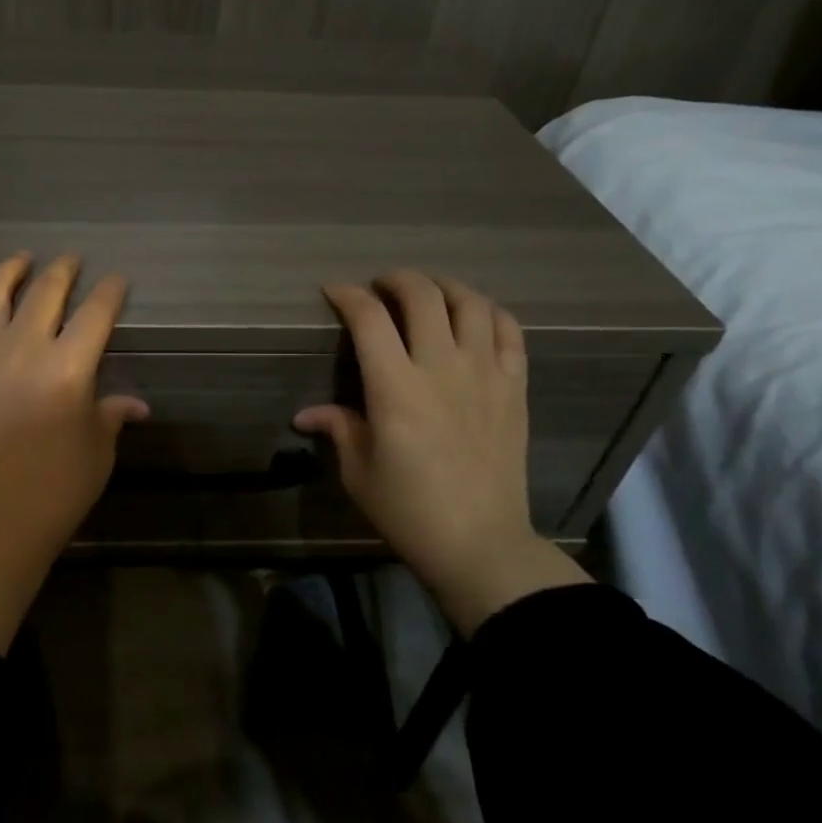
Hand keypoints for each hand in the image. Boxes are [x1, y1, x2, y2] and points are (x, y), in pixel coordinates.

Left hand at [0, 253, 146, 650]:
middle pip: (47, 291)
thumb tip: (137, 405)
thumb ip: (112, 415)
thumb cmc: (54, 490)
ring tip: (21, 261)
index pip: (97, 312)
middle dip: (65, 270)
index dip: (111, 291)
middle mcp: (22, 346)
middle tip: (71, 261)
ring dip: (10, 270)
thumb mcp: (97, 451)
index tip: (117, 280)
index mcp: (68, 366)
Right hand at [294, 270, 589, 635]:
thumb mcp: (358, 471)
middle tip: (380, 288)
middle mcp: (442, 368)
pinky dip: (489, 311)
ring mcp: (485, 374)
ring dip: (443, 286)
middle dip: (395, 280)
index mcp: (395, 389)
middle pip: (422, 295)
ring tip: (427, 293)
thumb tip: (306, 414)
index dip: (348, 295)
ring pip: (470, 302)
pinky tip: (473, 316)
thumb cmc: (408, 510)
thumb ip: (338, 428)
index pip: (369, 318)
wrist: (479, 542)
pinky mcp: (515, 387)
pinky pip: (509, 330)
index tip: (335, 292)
——————————
Required action:
For this exercise, transcribe the data exactly but without its pictures.

Reply:
Hand keypoints for each hand in the image. Boxes are [x1, y1, x2, y2] and points are (x, y), in pixel coordinates.

Left hand at [0, 253, 146, 650]:
middle pip: (47, 291)
thumb tip: (137, 405)
thumb ip: (112, 415)
thumb cmc: (54, 490)
ring tip: (21, 261)
index pip: (97, 312)
middle dip: (65, 270)
index dip: (111, 291)
middle mcp: (22, 346)
middle tip: (71, 261)
ring dip: (10, 270)
thumb mcp: (97, 451)
index tip: (117, 280)
index mcp: (68, 366)
Right hand at [294, 270, 589, 635]:
thumb mcp: (358, 471)
middle tip: (380, 288)
middle mcp: (442, 368)
pinky dip: (489, 311)
ring mcp: (485, 374)
ring dip: (443, 286)
middle dip: (395, 280)
index mcp: (395, 389)
middle pip: (422, 295)
ring tip: (427, 293)
thumb tip: (306, 414)
index dip: (348, 295)
ring pip: (470, 302)
pinky tip: (473, 316)
thumb cmc: (408, 510)
thumb ip: (338, 428)
index pip: (369, 318)
wrist: (479, 542)
pinky mcp: (515, 387)
pinky pip: (509, 330)
index tip: (335, 292)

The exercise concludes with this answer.